If you read trade rumors at all, you know that Ryan Dempster and Matt Garza have been eyed, looked at, and checked out more often than bikini-clad sunbathers this summer. Dempster was always the more likely pitcher to be traded, since his contract is up at the end of the year. The Cubs must have had offers from many of Dempster’s admirers. Now we know which one they picked: the return for their coveted commodity is Randall Delgado.

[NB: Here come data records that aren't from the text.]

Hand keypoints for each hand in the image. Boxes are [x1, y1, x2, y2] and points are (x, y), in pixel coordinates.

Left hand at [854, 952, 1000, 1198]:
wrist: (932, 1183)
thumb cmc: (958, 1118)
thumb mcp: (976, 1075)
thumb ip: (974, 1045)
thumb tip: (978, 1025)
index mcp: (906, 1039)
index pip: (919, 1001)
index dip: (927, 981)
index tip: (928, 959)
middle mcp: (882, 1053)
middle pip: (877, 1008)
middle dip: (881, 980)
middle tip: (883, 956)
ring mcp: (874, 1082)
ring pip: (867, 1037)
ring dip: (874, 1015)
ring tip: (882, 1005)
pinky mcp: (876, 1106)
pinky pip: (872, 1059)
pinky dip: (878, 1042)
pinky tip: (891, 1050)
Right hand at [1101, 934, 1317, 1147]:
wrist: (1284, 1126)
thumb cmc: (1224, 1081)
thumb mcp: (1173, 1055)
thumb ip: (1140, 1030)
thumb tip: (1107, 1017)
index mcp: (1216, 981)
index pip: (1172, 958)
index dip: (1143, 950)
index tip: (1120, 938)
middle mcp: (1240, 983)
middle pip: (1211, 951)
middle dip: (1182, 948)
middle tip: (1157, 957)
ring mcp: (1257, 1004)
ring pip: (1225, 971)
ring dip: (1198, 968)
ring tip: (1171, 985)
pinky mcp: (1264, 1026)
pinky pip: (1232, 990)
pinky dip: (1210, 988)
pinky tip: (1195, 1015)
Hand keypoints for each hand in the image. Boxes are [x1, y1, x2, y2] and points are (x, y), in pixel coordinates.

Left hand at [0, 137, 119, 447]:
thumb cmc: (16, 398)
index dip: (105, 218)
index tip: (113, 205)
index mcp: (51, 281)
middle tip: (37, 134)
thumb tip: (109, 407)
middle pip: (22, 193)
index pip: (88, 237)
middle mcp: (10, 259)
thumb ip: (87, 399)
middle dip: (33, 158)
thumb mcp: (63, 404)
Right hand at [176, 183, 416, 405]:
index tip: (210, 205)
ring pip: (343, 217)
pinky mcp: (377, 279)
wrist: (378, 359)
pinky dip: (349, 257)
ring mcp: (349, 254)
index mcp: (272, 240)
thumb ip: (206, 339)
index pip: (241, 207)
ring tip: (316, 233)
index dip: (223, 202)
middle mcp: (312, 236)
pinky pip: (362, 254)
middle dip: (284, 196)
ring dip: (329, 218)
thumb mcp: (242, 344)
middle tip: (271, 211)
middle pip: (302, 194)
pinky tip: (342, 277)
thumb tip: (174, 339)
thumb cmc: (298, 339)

Delgado, ranked the second-best Braves prospect by Kevin Goldstein in February, hasn’t had an easy time of it this season, struggling with his control and pitching to an above-average ERA, but he’s only 22 years old and still technically in his rookie year. The righty hasn’t missed many bats in the majors, relying instead on getting groundballs. Delgado’s lack of initial success might have something to do with tipping his pitches: in May, Kevin quoted a scout as saying that Delgado has been giving away his pitch selection by making his grip too visible during his delivery. That seems like a fixable flaw, or at least one that the right coach could correct more easily than a lack of pure stuff.

According to Kevin, even if Delgado’s deception improves, his ceiling is that of a no. 3 starter: he’s been described as Jair Jurrjens with superior velo and inferior command. Some Cubs fans might be disappointed that they didn’t land a potential ace, but any such expectations were unrealistic. A cost-controlled middle-of-the-rotation starter is a very valuable commodity. Dempster wasn’t going to be part of the next non-depressing Cubs team. Delgado has a good chance to be.

Last July, the Braves got Michael Bourn—who not only contributed 1.7 WARP to the Astros before the trade, roughly equivalent to Dempster’s 1.6 for the Cubs this season, but was under team control for the following season—for a package of four lesser prospects (Oberholtzer, Jordan Schafer, Paul Clemens, and Juan Abreu). Delgado is easily better than any of those four. Those two trades are a study in quantity vs. quality, but Delgado alone is likely the better haul. If so, the Cubs got more for a half-season of Dempster than the Astros did for a season and a half of Bourn. Maybe that’s shrewd trading by Jed Hoyer and crew, or maybe it’s a reflection of a Wild Cards-created buyer’s market. Either way, the Cubs should be pleased to replace their outgoing arm with a big-league-ready player who might be a few adjustments away from becoming a Dempster-like force for the next several seasons.